Même si celles-ci ont défrayé la chronique tout l’hiver, la vraie saison des piqûres, c’est maintenant. Le Portail linguistique du Canada nous renseigne sur les spécimens ailés qui les infligent.

Le moustique

Le plus détesté des insectes piqueurs tire son origine de l’espagnol mosquito, qui signifie « petite mouche ». Comme pour la plupart de ces bestioles, les mâles sont inoffensifs et seules les femelles sont assoiffées de sang pour assurer le développement de leurs larves. Cette espèce se nourrit aussi de nectar, contribuant alors à la pollinisation des fleurs.

Le maringouin

Au Québec, c’est ainsi que l’on désigne le moustique dans la langue courante.
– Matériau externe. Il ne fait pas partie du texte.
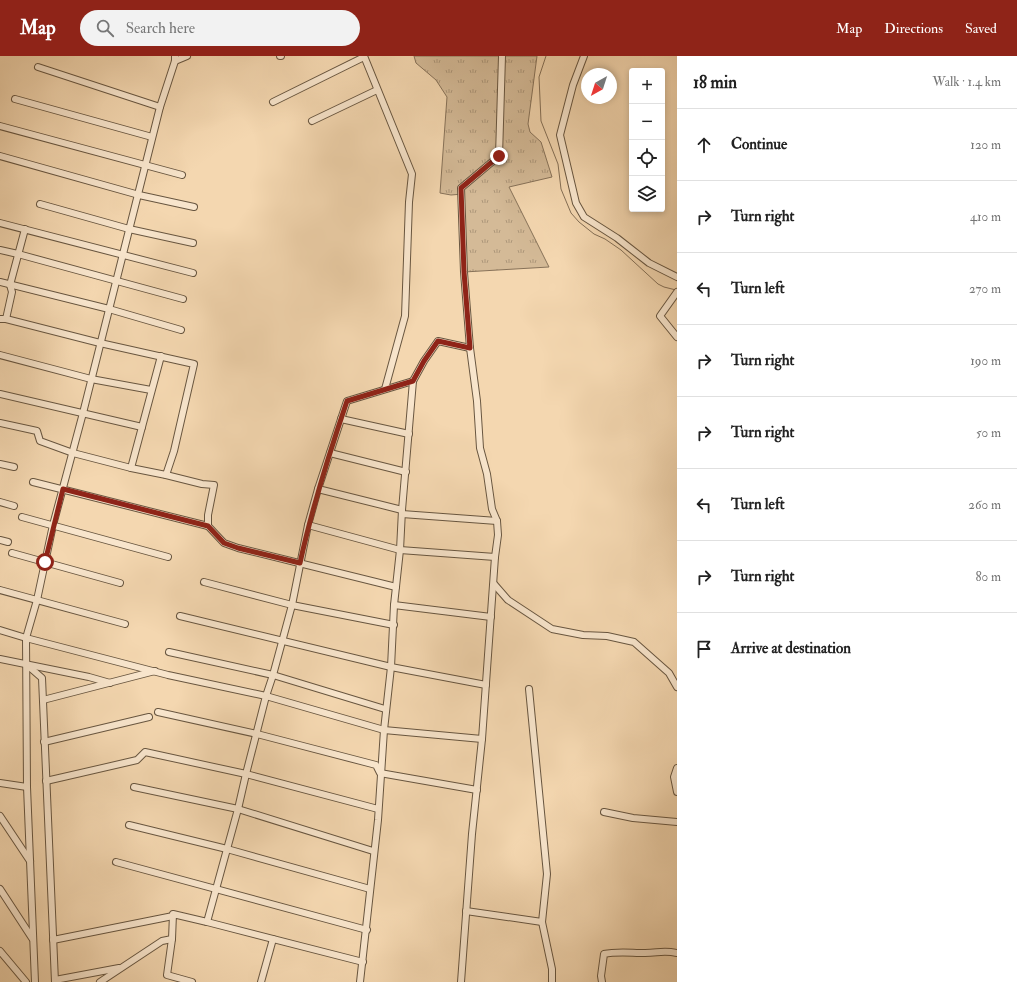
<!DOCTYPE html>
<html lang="en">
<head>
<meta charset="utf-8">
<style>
	:root { --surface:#fff; --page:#f2f2f2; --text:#222; --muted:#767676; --line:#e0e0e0; --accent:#8f2418 }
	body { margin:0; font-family:"IM FELL Double Pica",serif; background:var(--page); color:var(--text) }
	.controls { position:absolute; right:12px; top:12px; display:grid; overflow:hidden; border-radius:4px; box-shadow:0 2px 6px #0003 }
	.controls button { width:36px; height:36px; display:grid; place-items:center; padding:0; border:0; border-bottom:1px solid var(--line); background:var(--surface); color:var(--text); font:20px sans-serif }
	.compass { position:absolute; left:581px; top:12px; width:36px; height:36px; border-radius:50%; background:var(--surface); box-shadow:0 2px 6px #0003; rotate:219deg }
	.stop { position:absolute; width:12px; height:12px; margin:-9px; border:3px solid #8f2418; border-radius:50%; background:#fff }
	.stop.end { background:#8f2418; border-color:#fff; box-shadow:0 1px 4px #0008 }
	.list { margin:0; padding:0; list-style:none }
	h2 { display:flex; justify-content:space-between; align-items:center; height:52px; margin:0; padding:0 16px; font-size:17px }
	h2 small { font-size:13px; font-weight:400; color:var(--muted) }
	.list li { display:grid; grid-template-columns:26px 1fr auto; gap:12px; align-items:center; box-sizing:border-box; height:72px; padding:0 16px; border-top:1px solid var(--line) }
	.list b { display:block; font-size:15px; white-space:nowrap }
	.list em { font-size:13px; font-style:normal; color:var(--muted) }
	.icon { flex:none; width:22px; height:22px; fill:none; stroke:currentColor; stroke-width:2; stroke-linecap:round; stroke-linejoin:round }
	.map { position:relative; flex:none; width:677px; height:926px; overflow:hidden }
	header { display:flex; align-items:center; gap:24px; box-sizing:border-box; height:56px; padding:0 20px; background:var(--accent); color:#fff }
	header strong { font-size:19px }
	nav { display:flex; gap:22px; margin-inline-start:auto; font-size:14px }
	.search { width:280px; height:36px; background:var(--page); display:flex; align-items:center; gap:10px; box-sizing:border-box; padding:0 14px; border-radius:22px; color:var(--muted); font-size:15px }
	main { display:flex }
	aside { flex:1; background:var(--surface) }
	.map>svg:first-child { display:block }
</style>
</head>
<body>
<header>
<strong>Map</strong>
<div class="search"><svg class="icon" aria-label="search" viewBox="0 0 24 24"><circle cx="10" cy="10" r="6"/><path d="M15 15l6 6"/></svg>Search here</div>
<nav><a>Map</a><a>Directions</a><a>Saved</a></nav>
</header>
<main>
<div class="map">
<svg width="677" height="926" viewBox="0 0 677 926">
	<defs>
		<pattern id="park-tufts" width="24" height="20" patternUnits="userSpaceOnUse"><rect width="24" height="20" fill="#d4ba97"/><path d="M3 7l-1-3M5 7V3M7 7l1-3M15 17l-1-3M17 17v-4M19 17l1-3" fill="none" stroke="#ad977a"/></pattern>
	</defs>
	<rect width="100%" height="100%" fill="#f4d7b0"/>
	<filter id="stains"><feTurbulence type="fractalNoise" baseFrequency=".005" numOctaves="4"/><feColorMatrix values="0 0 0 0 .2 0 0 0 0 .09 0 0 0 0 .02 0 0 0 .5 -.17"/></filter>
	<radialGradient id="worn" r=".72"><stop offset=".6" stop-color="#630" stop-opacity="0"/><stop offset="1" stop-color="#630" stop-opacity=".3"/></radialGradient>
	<path fill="url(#park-tufts)" stroke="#877259" d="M414 0H537L528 68 530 76 541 86 552 121 509 131 549 211 464 216 463 138 451 139 440 137 447 41 436 24 416 7Z"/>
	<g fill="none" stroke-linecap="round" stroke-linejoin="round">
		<path stroke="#846f56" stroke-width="1" d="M546 0 539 21 541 65 558 108 561 133 571 157 579 166 594 178 605 183 621 194 658 228 664 231 676 234"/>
		<defs>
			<g id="minor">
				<path d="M280 0H281"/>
				<path d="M364 0 412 118 409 146 405 260 385 333"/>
				<path d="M584 0 573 29 560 79 576 147 584 161 617 182 649 207 677 221"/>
				<path d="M175 5 187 0"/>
				<path d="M38 11 160 51"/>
				<path d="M15 43 152 81"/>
				<path d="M273 46 364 1"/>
				<path d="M312 65 377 34"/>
				<path d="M0 70 182 119"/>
				<path d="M0 100 139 139 194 151"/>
				<path d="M40 148 129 173 193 187"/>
				<path d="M0 167 193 217"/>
				<path d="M0 194 18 198 183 243"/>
				<path d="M0 226 109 253 181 274"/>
				<path d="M677 236 660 260 677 281"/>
				<path d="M0 263H6L100 287 194 308 174 395 166 419"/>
				<path d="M6 263 12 236 10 229 25 173"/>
				<path d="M0 299 91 323 151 334"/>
				<path d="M0 338 142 371"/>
				<path d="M341 363 409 378"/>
				<path d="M0 367 37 375 40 385 73 397 131 412 166 419 202 428 214 429 208 459V470"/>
				<path d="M330 397 406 416"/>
				<path d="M0 408 14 411"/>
				<path d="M131 412 161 300"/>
				<path d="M33 426 208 470 224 487 238 492 396 531"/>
				<path d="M318 433 402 454"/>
				<path d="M0 446 14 450"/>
				<path d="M402 458 497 465"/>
				<path d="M22 461 168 501"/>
				<path d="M308 469 400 494 495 501"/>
				<path d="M0 484 8 486"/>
				<path d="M12 497 120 527"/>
				<path d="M204 526 292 549 394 569"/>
				<path d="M494 528 508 544 552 573 583 579 607 580 634 586 669 617 677 631"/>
				<path d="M0 534 125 568"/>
				<path d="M394 549 491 561"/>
				<path d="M180 560 391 611 486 629"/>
				<path d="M0 574 26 582 168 619 266 640 384 674 482 683"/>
				<path d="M169 596 273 619 385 653"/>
				<path d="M0 603 89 621 110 627"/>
				<path d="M27 609 42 622 55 926"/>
				<path d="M529 633 547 818 542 866 552 913V926"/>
				<path d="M43 644 155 615"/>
				<path d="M158 656 257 678 376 709 380 717 477 734"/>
				<path d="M44 686 149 661"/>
				<path d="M677 712 674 721 677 736"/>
				<path d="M46 725 137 704 145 696 246 718 378 753"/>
				<path d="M0 727 27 731"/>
				<path d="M134 731 238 753 373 795"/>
				<path d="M604 756 633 762 677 766"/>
				<path d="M0 760 30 805"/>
				<path d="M129 769 227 793 370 833"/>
				<path d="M116 806 367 874"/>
				<path d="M0 833 32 882"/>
				<path d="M466 855 542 866"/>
				<path d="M207 866 363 906"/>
				<path d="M172 883 167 919 192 926"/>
				<path d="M53 884 173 860"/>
				<path d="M0 895 26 926"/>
				<path d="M55 924 119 912"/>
				<path d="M35 926 27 731 26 582 37 544 53 469 83 357 160 51 175 5V0"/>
				<path d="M100 926 162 885 172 883 173 858 207 866 238 753 246 718 266 640 273 619 292 549 308 469 318 433 347 345 413 325"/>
				<path d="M261 926 273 883"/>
				<path d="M360 926 378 764 384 674 391 611 394 549 400 494 402 454 413 325 424 305 438 285 470 292"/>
				<path d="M461 926 472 778 482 683 495 501 498 479 497 465 492 453 487 418 480 392 477 345 470 292 464 216 461 132 499 100 502 0"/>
				<path d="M602 926 601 920 604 898C617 895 631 897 645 897 658 897 663 894 677 897"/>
			</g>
		</defs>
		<use href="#minor" stroke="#685640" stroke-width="8"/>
		<use href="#minor" stroke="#f8e5cc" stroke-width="6"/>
	</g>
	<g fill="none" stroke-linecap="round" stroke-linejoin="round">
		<path stroke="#8f2418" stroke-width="5" d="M45 506 63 433 208 470 224 487 238 492 300 507C312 452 329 398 347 345L413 325 424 305 438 285 470 292 464 216 461 132 499 100"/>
	</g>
	<rect width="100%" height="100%" filter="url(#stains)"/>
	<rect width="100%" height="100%" fill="url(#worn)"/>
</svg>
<div class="controls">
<button>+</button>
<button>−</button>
<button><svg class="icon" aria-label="locate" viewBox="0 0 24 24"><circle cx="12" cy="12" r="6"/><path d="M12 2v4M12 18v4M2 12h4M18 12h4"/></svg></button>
<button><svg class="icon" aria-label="layers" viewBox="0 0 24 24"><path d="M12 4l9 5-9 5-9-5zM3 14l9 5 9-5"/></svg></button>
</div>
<svg class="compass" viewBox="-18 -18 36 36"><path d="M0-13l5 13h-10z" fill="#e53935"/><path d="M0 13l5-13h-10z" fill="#767676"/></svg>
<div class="stop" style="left:45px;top:506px"></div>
<div class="stop end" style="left:499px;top:100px"></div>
</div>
<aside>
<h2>18 min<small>Walk · 1.4 km</small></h2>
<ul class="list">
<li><svg class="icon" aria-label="ahead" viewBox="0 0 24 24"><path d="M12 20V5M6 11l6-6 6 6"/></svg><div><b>Continue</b></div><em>120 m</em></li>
<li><svg class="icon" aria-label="right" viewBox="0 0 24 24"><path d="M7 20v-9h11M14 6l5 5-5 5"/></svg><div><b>Turn right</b></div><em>410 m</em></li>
<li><svg class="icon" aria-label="left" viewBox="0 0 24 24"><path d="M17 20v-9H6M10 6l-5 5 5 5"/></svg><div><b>Turn left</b></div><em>270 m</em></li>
<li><svg class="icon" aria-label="right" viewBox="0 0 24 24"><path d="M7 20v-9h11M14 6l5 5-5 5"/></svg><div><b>Turn right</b></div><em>190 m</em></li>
<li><svg class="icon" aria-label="right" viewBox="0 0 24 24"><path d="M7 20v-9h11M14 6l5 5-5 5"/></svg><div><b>Turn right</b></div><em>50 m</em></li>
<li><svg class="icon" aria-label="left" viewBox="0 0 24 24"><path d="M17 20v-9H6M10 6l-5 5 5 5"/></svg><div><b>Turn left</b></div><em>260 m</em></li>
<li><svg class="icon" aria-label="right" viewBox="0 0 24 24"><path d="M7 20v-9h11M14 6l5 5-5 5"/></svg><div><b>Turn right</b></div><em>80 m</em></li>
<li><svg class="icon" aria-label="arrive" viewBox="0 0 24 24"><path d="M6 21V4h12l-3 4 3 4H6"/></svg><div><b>Arrive at destination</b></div></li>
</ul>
</aside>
</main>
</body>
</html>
Ce terme a été emprunté par les marins français au tupi-guarani, famille de langues amérindiennes autrefois parlées sur les côtes brésiliennes. Il s’est répandu à l’époque de l’expansion coloniale et est donc présent également dans les Antilles, à l’île de la Réunion de même qu’en Louisiane, où une ville porte ce nom.

Le brûlot

Cet insecte tire son nom du verbe brûler, car ses piqûres provoquent une douloureuse sensation de brûlure et causent souvent des enflures. Il est minuscule, difficile à voir et se faufile aisément à travers le grillage des moustiquaires.

La mouche noire

Aussi appelée simulie, elle est présente partout dans le monde, même dans les régions des tropiques ou l’Arctique. Légèrement plus grosse que le brûlot, elle attaque de préférence à l’arrière des oreilles, dans le cou et aux chevilles.

Le taon

À ne pas confondre avec le bourdon, ce gros insecte velu qui ressemble à une abeille. Le taon est celui qu’on nomme aussi la mouche à chevreuil, la mouche à orignal, la mouche à cheval, le frappe-à-bord et le frappe-d’abord. C’est un insecte mordeur redouté autant par les animaux que par les humains. Il fonce sur sa proie pour lui arracher un morceau de peau et raffole particulièrement des peaux mouillées. C’est durant les chaudes journées peu venteuses qu’il fait le plus de ravages.

Saviez-vous que…?

Le bourdon est aussi l’inverse du doublon. Le premier est l’omission d’un mot ou d’un passage entier, généralement due à une mauvaise sélection lors d’une correction, tandis que le second est un mot ou un passage qui est composé deux fois par erreur. Le terme qui désigne cette erreur typographique peut avoir pour origine le mot bourde ou peut aussi faire référence au bâton du pèlerin, qu’on appelle aussi bourdon, et dont la forme rappelle le signe utilisé pour signaler cette erreur.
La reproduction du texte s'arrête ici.